Curious for the event announced by Ella Roubtsova
on behavioural modeling, I have asked Ella and Mr Ashley Mc Neile on the subject, and their explanations I belive opens a critical aspect to discuss.
The beginnings of the conversation was among ours, but in my opinion it values enough to open a thread apart.
I want to resume my point of view, as a practitioneer and an observer, and then the initial response from Ella and Ashley, in order to start a discussion.
Why I am interested in "behavioural modeling", repeating what said previously:
"I´m not using MDA, but another way to create applications from models. However, I have followed with entusiasm OMG and other efforts to develop a standard for modeling to generate applications. I agree strongly with the idea of model design at abstract level, separating for platform design. I have seen, passing years of different approaches, how UML have become a constraint for OMG standards. Here, repeatedly, the discussion falls on a critical separation: model transformations arriving to a static representation of the application, which requires code intervention. I have discussed this issue before, regarding colleagues working with Rose or AndroMda: the automation gets a limit, which requires code. Descriptions of EMF shows a similar process: at end of modeling, you need to add java code.
It seems to me an issue, an obstacle that must be faced. Mr Varnica mentions today two issues which relate to model integrity: how to assure that an object have a unique representation into the model (Vlad says "I mean that changing one element in one diagram would immediately update my other 1,000 diagrams which include this element"); and how to get traceability of the use of an object into the model ("know in which diagram my element is used"). Add this "frustration" to the fact that the behavior of the model is declared in java code. What propagation of changes could be made this way? What traceability?
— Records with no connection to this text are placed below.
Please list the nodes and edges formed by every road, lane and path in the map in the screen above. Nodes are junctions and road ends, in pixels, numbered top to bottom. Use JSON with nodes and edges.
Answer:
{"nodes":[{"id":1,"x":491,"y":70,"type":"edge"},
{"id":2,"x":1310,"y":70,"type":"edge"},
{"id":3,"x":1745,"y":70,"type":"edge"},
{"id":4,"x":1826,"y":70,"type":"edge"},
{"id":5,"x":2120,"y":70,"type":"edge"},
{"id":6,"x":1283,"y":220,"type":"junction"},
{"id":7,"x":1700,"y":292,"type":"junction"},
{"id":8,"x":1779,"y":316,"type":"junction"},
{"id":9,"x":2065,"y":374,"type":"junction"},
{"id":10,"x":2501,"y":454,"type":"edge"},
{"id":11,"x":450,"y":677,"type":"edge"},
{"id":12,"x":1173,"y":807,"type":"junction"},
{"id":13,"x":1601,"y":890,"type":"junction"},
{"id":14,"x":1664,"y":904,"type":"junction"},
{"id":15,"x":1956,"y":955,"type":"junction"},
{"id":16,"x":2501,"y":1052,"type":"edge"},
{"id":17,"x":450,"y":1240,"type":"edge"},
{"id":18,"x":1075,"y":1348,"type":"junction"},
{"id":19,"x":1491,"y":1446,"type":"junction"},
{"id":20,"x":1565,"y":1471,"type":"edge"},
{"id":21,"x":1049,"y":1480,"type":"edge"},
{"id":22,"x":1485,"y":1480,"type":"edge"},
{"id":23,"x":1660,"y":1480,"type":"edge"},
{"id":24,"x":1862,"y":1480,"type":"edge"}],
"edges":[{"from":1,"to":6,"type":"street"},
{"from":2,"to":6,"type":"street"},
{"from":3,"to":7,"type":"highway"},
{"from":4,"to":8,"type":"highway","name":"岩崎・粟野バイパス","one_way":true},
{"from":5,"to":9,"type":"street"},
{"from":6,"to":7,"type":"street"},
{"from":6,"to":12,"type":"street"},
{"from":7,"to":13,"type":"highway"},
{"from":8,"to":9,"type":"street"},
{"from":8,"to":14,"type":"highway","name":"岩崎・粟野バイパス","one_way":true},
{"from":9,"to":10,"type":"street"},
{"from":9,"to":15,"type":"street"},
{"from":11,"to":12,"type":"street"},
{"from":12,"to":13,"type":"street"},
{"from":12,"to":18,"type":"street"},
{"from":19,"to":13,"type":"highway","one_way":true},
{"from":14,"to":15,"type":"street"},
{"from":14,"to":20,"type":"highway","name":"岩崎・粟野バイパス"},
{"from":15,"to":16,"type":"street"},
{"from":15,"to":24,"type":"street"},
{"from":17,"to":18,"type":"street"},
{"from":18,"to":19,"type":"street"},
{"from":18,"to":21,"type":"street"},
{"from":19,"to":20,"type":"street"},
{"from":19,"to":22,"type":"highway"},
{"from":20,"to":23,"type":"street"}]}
How if manual code introduces errors in mapping from model object to code?
I belive this is a critical issue for Model abstraction, and must be solved. Behavior of the model must be represented in its proper terms, and it must be generated from abstract definition, which maps strictly to model definition. It is the only way to support maintainbility, and not to fall in an early definition, which finally differs from the "live" application, which resides into the code.
In sum, it is my interest in your point of view, be it mature or immature. I belive that "behavioral modeling" sounds great.
Regarding participation on the workshop, I like it, but I´m more able to hear than to talk...I will be very interested in know its results, indeed."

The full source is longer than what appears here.